Work task: Return every record below exactly as given, images excluded.

(Exercise materials begins)

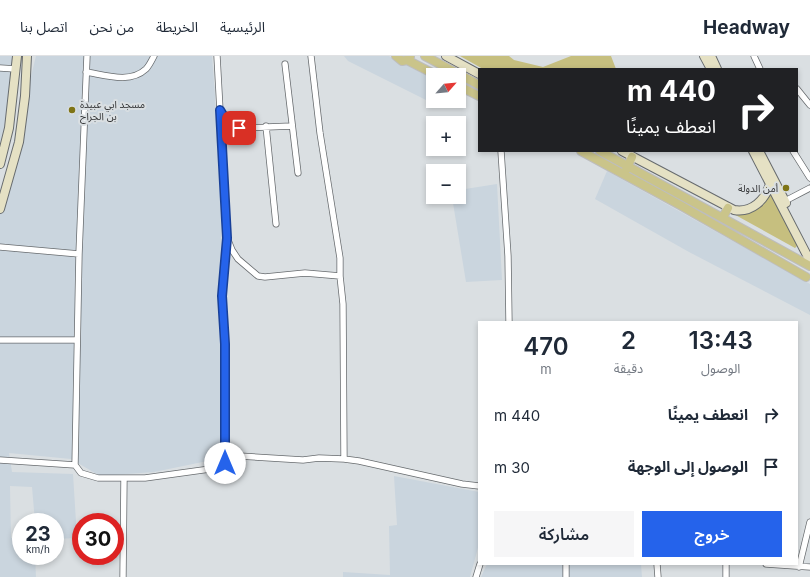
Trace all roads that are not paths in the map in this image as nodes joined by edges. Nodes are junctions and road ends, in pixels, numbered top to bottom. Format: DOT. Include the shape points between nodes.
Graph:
graph roads {
  1 [pos="17,56"];
  2 [pos="27,56"];
  3 [pos="87,56"];
  4 [pos="154,56"];
  5 [pos="217,56"];
  6 [pos="311,56"];
  7 [pos="396,56"];
  8 [pos="425,56"];
  9 [pos="446,56"];
  10 [pos="704,56"];
  11 [pos="711,56"];
  12 [pos="754,56"];
  13 [pos="409,58"];
  14 [pos="284,64"];
  15 [pos="0,68"];
  16 [pos="710,68"];
  17 [pos="717,68"];
  18 [pos="760,68"];
  19 [pos="16,69"];
  20 [pos="426,69"];
  21 [pos="86,72"];
  22 [pos="478,73"];
  23 [pos="478,84"];
  24 [pos="466,90"];
  25 [pos="798,90"];
  26 [pos="478,96"];
  27 [pos="810,105"];
  28 [pos="220,110"];
  29 [pos="266,126"];
  30 [pos="292,126"];
  31 [pos="501,152"];
  32 [pos="583,152"];
  33 [pos="602,152"];
  34 [pos="624,152"];
  35 [pos="754,152"];
  36 [pos="760,152"];
  37 [pos="794,152"];
  38 [pos="632,157"];
  39 [pos="0,164"];
  40 [pos="628,166"];
  41 [pos="298,173"];
  42 [pos="624,175"];
  43 [pos="810,178"];
  44 [pos="770,184"];
  45 [pos="810,188"];
  46 [pos="785,201"];
  47 [pos="0,208"];
  48 [pos="728,208"];
  49 [pos="723,217"];
  50 [pos="276,224"];
  51 [pos="227,238"];
  52 [pos="0,247"];
  53 [pos="810,250"];
  54 [pos="79,254"];
  55 [pos="810,261"];
  56 [pos="810,266"];
  57 [pos="340,276"];
  58 [pos="808,280"];
  59 [pos="509,321"];
  60 [pos="0,340"];
  61 [pos="77,340"];
  62 [pos="344,459"];
  63 [pos="0,460"];
  64 [pos="225,463"];
  65 [pos="75,465"];
  66 [pos="124,478"];
  67 [pos="478,486"];
  68 [pos="810,522"];
  69 [pos="480,565"];
  70 [pos="566,565"];
  71 [pos="657,565"];
  72 [pos="726,565"];
  73 [pos="782,565"];
  74 [pos="799,566"];
  75 [pos="810,567"];
  76 [pos="123,577"];
  77 [pos="476,577"];
  78 [pos="566,577"];
  79 [pos="658,577"];
  80 [pos="726,577"];
  1 -- 19 [label="main road"];
  2 -- 47 [label="main road" via="19,142"];
  3 -- 21 [label="street"];
  4 -- 21 [label="street" via="147,68 137,75 126,78"];
  5 -- 28 [label="street"];
  6 -- 57 [label="street" via="320,133 340,258"];
  7 -- 13 [label="main road" via="400,60"];
  8 -- 23 [label="main road"];
  9 -- 22 [label="main road"];
  10 -- 16 [label="main road"];
  11 -- 17 [label="main road"];
  12 -- 18 [label="street"];
  13 -- 20 [label="main road"];
  14 -- 30 [label="street"];
  15 -- 19 [label="street"];
  19 -- 39 [label="main road" via="9,128"];
  21 -- 54 [label="street"];
  24 -- 26 [label="main road"];
  25 -- 27 [label="street"];
  28 -- 29 [label="street" via="226,120 239,128"];
  28 -- 51 [label="street"];
  29 -- 30 [label="street"];
  29 -- 50 [label="street"];
  30 -- 41 [label="street"];
  31 -- 59 [label="street" via="508,256"];
  32 -- 42 [label="main road"];
  33 -- 40 [label="main road"];
  34 -- 38 [label="main road"];
  35 -- 44 [label="main road"];
  36 -- 46 [label="main road"];
  37 -- 43 [label="street"];
  38 -- 40 [label="main road"];
  38 -- 48 [label="main road"];
  40 -- 42 [label="main road"];
  40 -- 49 [label="main road"];
  42 -- 58 [label="main road"];
  44 -- 48 [label="main road" via="764,198 753,206 741,210"];
  44 -- 55 [label="main road"];
  45 -- 46 [label="street"];
  46 -- 53 [label="main road"];
  48 -- 49 [label="main road"];
  49 -- 56 [label="main road"];
  51 -- 57 [label="street" via="238,259 258,276 305,273"];
  51 -- 64 [label="street" via="222,296 225,344"];
  52 -- 54 [label="street"];
  54 -- 61 [label="street"];
  56 -- 58 [label="main road" via="806,272"];
  57 -- 62 [label="street" via="343,304"];
  60 -- 61 [label="street"];
  61 -- 65 [label="street"];
  62 -- 64 [label="street" via="303,460 239,456"];
  62 -- 67 [label="street"];
  63 -- 65 [label="street"];
  64 -- 66 [label="street" via="210,469 145,478"];
  65 -- 66 [label="street" via="81,473 98,478"];
  66 -- 76 [label="street"];
  68 -- 74 [label="street"];
  69 -- 77 [label="street"];
  70 -- 78 [label="street"];
  71 -- 79 [label="street"];
  72 -- 80 [label="street"];
  73 -- 74 [label="street"];
  74 -- 75 [label="street"];
}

(Exercise materials ends)

Solution below:
Trace all roads that are not paths in the map in this image as nodes joined by edges. Nodes are junctions and road ends, in pixels, numbered top to bottom. Format: DOT. Include the shape points between nodes.
Graph:
graph roads {
  1 [pos="17,56"];
  2 [pos="27,56"];
  3 [pos="87,56"];
  4 [pos="154,56"];
  5 [pos="217,56"];
  6 [pos="311,56"];
  7 [pos="396,56"];
  8 [pos="425,56"];
  9 [pos="446,56"];
  10 [pos="704,56"];
  11 [pos="711,56"];
  12 [pos="754,56"];
  13 [pos="409,58"];
  14 [pos="284,64"];
  15 [pos="0,68"];
  16 [pos="710,68"];
  17 [pos="717,68"];
  18 [pos="760,68"];
  19 [pos="16,69"];
  20 [pos="426,69"];
  21 [pos="86,72"];
  22 [pos="478,73"];
  23 [pos="478,84"];
  24 [pos="466,90"];
  25 [pos="798,90"];
  26 [pos="478,96"];
  27 [pos="810,105"];
  28 [pos="220,110"];
  29 [pos="266,126"];
  30 [pos="292,126"];
  31 [pos="501,152"];
  32 [pos="583,152"];
  33 [pos="602,152"];
  34 [pos="624,152"];
  35 [pos="754,152"];
  36 [pos="760,152"];
  37 [pos="794,152"];
  38 [pos="632,157"];
  39 [pos="0,164"];
  40 [pos="628,166"];
  41 [pos="298,173"];
  42 [pos="624,175"];
  43 [pos="810,178"];
  44 [pos="770,184"];
  45 [pos="810,188"];
  46 [pos="785,201"];
  47 [pos="0,208"];
  48 [pos="728,208"];
  49 [pos="723,217"];
  50 [pos="276,224"];
  51 [pos="227,238"];
  52 [pos="0,247"];
  53 [pos="810,250"];
  54 [pos="79,254"];
  55 [pos="810,261"];
  56 [pos="810,266"];
  57 [pos="340,276"];
  58 [pos="808,280"];
  59 [pos="509,321"];
  60 [pos="0,340"];
  61 [pos="77,340"];
  62 [pos="344,459"];
  63 [pos="0,460"];
  64 [pos="225,463"];
  65 [pos="75,465"];
  66 [pos="124,478"];
  67 [pos="478,486"];
  68 [pos="810,522"];
  69 [pos="480,565"];
  70 [pos="566,565"];
  71 [pos="657,565"];
  72 [pos="726,565"];
  73 [pos="782,565"];
  74 [pos="799,566"];
  75 [pos="810,567"];
  76 [pos="123,577"];
  77 [pos="476,577"];
  78 [pos="566,577"];
  79 [pos="658,577"];
  80 [pos="726,577"];
  1 -- 19 [label="main road"];
  2 -- 47 [label="main road" via="19,142"];
  3 -- 21 [label="street"];
  4 -- 21 [label="street" via="147,68 137,75 126,78"];
  5 -- 28 [label="street"];
  6 -- 57 [label="street" via="320,133 340,258"];
  7 -- 13 [label="main road" via="400,60"];
  8 -- 23 [label="main road"];
  9 -- 22 [label="main road"];
  10 -- 16 [label="main road"];
  11 -- 17 [label="main road"];
  12 -- 18 [label="street"];
  13 -- 20 [label="main road"];
  14 -- 30 [label="street"];
  15 -- 19 [label="street"];
  19 -- 39 [label="main road" via="9,128"];
  21 -- 54 [label="street"];
  24 -- 26 [label="main road"];
  25 -- 27 [label="street"];
  28 -- 29 [label="street" via="226,120 239,128"];
  28 -- 51 [label="street"];
  29 -- 30 [label="street"];
  29 -- 50 [label="street"];
  30 -- 41 [label="street"];
  31 -- 59 [label="street" via="508,256"];
  32 -- 42 [label="main road"];
  33 -- 40 [label="main road"];
  34 -- 38 [label="main road"];
  35 -- 44 [label="main road"];
  36 -- 46 [label="main road"];
  37 -- 43 [label="street"];
  38 -- 40 [label="main road"];
  38 -- 48 [label="main road"];
  40 -- 42 [label="main road"];
  40 -- 49 [label="main road"];
  42 -- 58 [label="main road"];
  44 -- 48 [label="main road" via="764,198 753,206 741,210"];
  44 -- 55 [label="main road"];
  45 -- 46 [label="street"];
  46 -- 53 [label="main road"];
  48 -- 49 [label="main road"];
  49 -- 56 [label="main road"];
  51 -- 57 [label="street" via="238,259 258,276 305,273"];
  51 -- 64 [label="street" via="222,296 225,344"];
  52 -- 54 [label="street"];
  54 -- 61 [label="street"];
  56 -- 58 [label="main road" via="806,272"];
  57 -- 62 [label="street" via="343,304"];
  60 -- 61 [label="street"];
  61 -- 65 [label="street"];
  62 -- 64 [label="street" via="303,460 239,456"];
  62 -- 67 [label="street"];
  63 -- 65 [label="street"];
  64 -- 66 [label="street" via="210,469 145,478"];
  65 -- 66 [label="street" via="81,473 98,478"];
  66 -- 76 [label="street"];
  68 -- 74 [label="street"];
  69 -- 77 [label="street"];
  70 -- 78 [label="street"];
  71 -- 79 [label="street"];
  72 -- 80 [label="street"];
  73 -- 74 [label="street"];
  74 -- 75 [label="street"];
}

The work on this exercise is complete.